**Exercise**
Look for the string "from" in the listing below, then copy every line that has it.

----- Supplied material -----

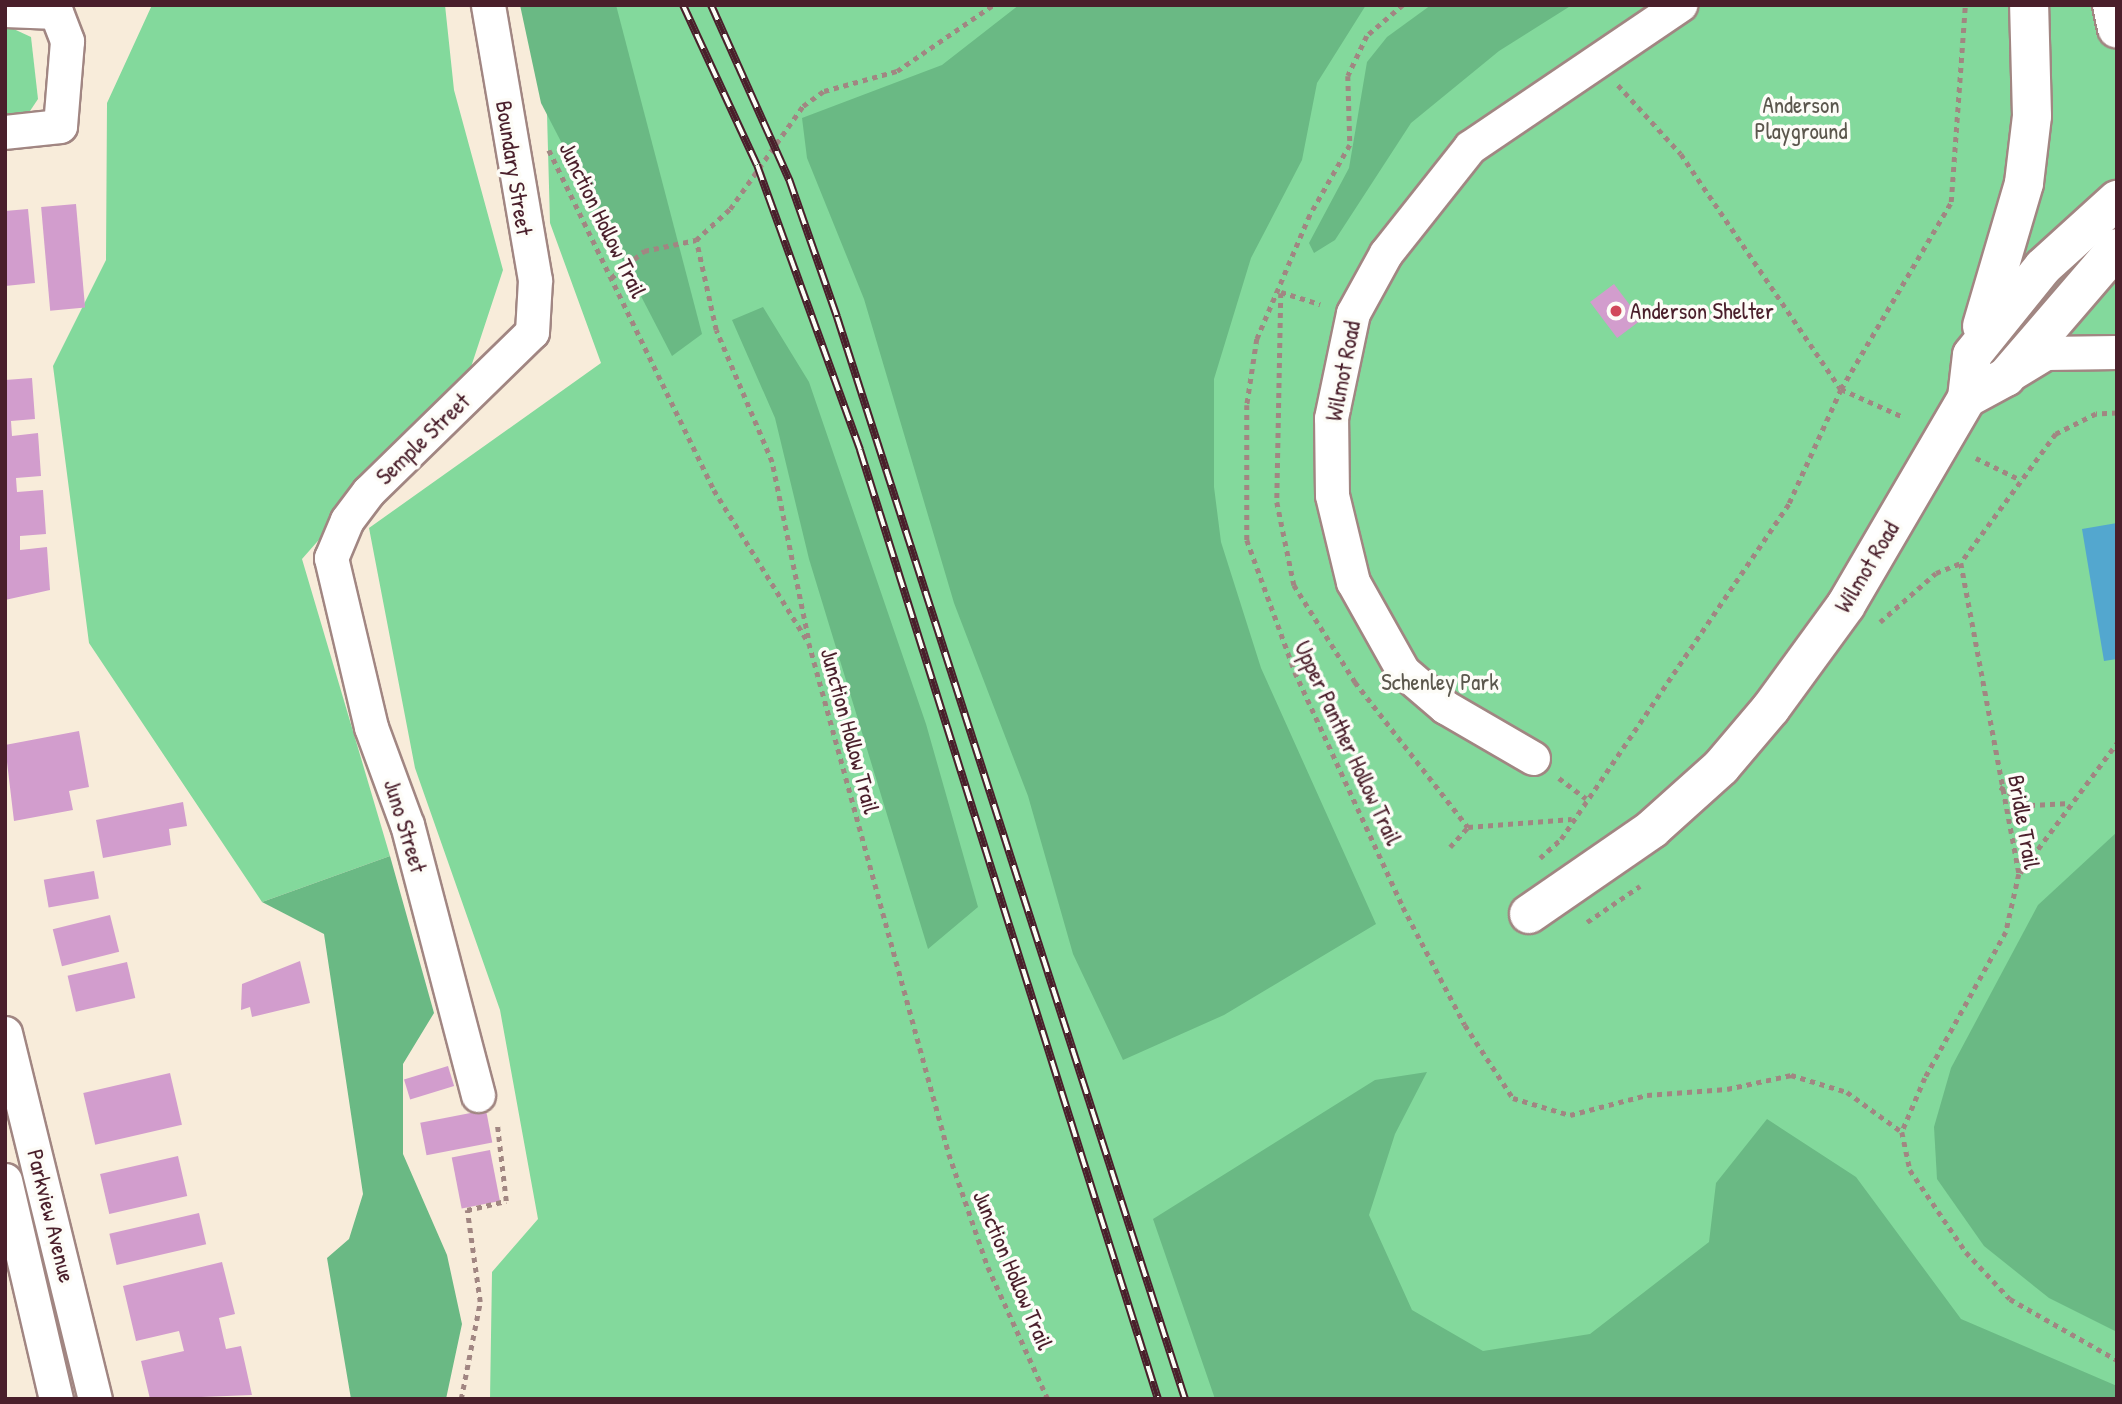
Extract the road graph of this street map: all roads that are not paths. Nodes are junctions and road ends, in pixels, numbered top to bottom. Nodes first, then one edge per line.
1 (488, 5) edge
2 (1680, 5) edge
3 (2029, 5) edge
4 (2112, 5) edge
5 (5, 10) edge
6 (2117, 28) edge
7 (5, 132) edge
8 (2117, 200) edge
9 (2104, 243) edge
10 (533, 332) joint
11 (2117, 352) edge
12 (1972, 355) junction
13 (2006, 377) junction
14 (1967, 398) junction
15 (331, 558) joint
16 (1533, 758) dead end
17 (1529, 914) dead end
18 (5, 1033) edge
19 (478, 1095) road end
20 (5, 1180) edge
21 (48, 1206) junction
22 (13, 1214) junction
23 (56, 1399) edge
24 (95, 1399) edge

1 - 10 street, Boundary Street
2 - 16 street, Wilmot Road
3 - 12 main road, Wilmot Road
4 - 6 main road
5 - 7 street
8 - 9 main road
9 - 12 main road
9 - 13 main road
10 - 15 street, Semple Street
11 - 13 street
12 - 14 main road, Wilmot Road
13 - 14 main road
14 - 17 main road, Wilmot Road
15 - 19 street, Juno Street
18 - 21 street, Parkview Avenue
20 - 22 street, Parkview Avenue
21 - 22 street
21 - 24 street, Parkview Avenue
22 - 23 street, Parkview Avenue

-----
----- Supplied material -----

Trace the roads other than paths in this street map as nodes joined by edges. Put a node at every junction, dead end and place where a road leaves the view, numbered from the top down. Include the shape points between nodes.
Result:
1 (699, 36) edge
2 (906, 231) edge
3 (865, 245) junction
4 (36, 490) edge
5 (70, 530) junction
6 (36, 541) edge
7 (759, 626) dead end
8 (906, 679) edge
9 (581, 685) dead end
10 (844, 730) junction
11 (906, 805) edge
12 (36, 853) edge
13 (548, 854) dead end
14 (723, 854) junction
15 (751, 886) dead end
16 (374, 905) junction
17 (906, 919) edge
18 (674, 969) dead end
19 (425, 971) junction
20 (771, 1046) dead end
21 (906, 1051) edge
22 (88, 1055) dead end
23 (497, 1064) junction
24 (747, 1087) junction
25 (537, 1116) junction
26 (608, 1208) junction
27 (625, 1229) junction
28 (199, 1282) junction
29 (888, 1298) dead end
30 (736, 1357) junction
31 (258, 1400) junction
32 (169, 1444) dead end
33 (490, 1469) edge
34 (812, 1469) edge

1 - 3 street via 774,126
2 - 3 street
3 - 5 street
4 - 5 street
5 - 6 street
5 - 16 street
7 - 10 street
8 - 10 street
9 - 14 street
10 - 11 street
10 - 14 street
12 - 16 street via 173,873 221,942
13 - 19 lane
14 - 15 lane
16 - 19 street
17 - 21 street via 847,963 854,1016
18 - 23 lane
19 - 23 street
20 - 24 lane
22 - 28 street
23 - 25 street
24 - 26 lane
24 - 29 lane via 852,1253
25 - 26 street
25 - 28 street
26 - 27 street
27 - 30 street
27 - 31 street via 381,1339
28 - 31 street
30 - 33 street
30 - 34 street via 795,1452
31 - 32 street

-----
----- Supplied material -----

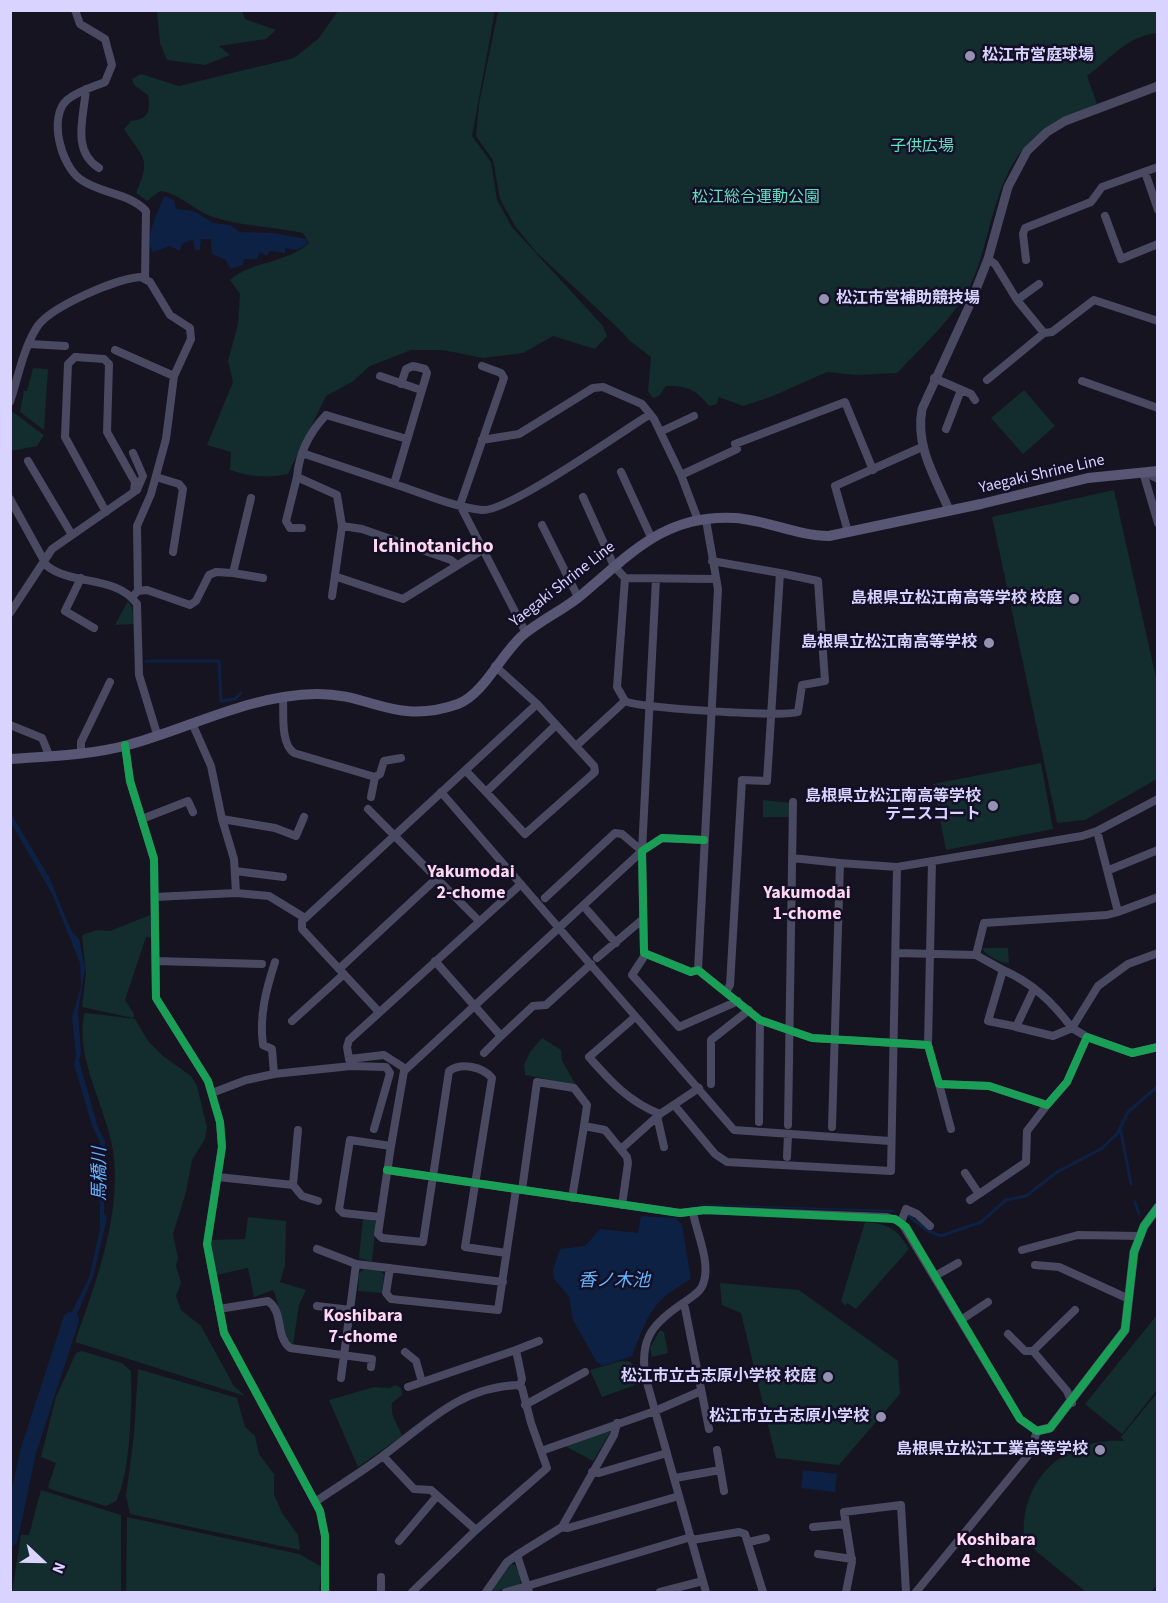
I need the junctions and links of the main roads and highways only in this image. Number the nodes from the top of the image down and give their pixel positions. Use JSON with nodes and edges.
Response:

-----

**Result for this exercise**
Trace the roads other than paths in this street map as nodes joined by edges. Put a node at every junction, dead end and place where a road leaves the view, numbered from the top down. Include the shape points between nodes.
I need the junctions and links of the main roads and highways only in this image. Number the nodes from the top of the image down and give their pixel positions. Use JSON with nodes and edges.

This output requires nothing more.